**WHAT IS EXPECTED:** Where a line holds the word "ring", copy that line from the data below.

**MATERIAL PROVIDED:**
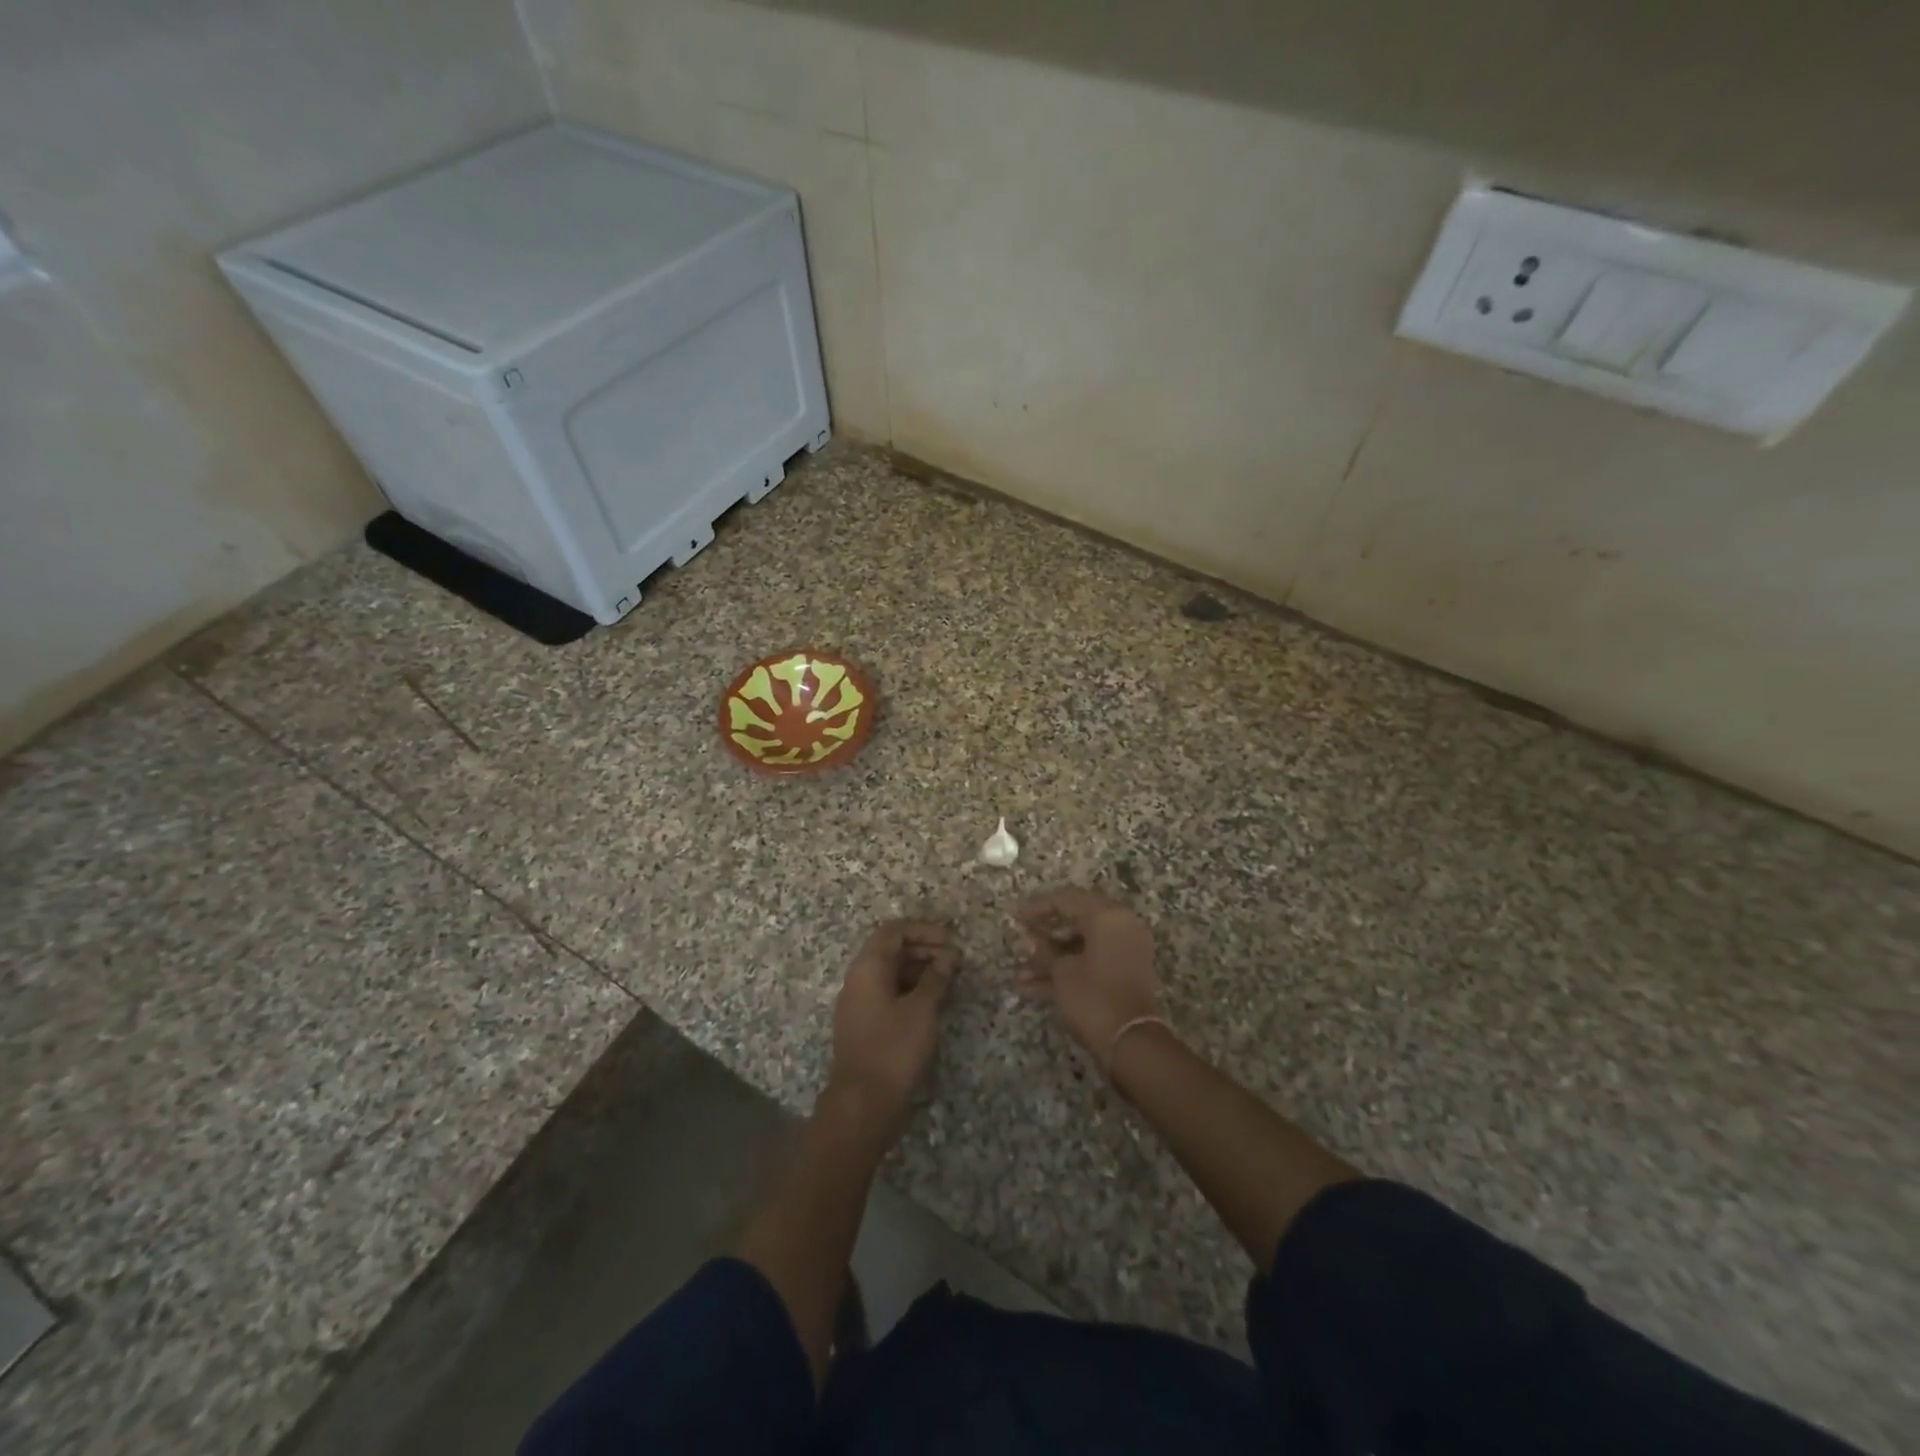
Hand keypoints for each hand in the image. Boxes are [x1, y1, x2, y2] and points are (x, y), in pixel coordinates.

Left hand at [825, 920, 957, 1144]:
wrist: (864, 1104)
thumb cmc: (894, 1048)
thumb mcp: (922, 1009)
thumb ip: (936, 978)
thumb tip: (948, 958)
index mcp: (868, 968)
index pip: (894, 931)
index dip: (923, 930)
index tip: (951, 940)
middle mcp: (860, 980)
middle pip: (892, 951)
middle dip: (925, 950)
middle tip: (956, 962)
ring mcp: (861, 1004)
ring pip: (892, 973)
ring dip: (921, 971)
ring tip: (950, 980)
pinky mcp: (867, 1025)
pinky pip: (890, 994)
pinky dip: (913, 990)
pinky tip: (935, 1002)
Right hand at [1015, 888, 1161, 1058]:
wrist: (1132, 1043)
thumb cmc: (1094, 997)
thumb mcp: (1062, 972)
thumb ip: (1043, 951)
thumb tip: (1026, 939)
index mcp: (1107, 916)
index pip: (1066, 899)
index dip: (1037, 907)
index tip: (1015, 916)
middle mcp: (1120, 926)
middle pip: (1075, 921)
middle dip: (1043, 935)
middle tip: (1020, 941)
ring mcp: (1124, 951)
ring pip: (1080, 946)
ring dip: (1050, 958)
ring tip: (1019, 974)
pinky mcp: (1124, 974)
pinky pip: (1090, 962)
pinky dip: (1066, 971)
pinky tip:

**RESPONSE:**
ring mcp: (861, 1004)
ring pip: (892, 973)
ring dip: (921, 971)
ring tip: (950, 980)
ring mcp: (1124, 951)
ring pip: (1080, 946)
ring dip: (1050, 958)
ring tip: (1019, 974)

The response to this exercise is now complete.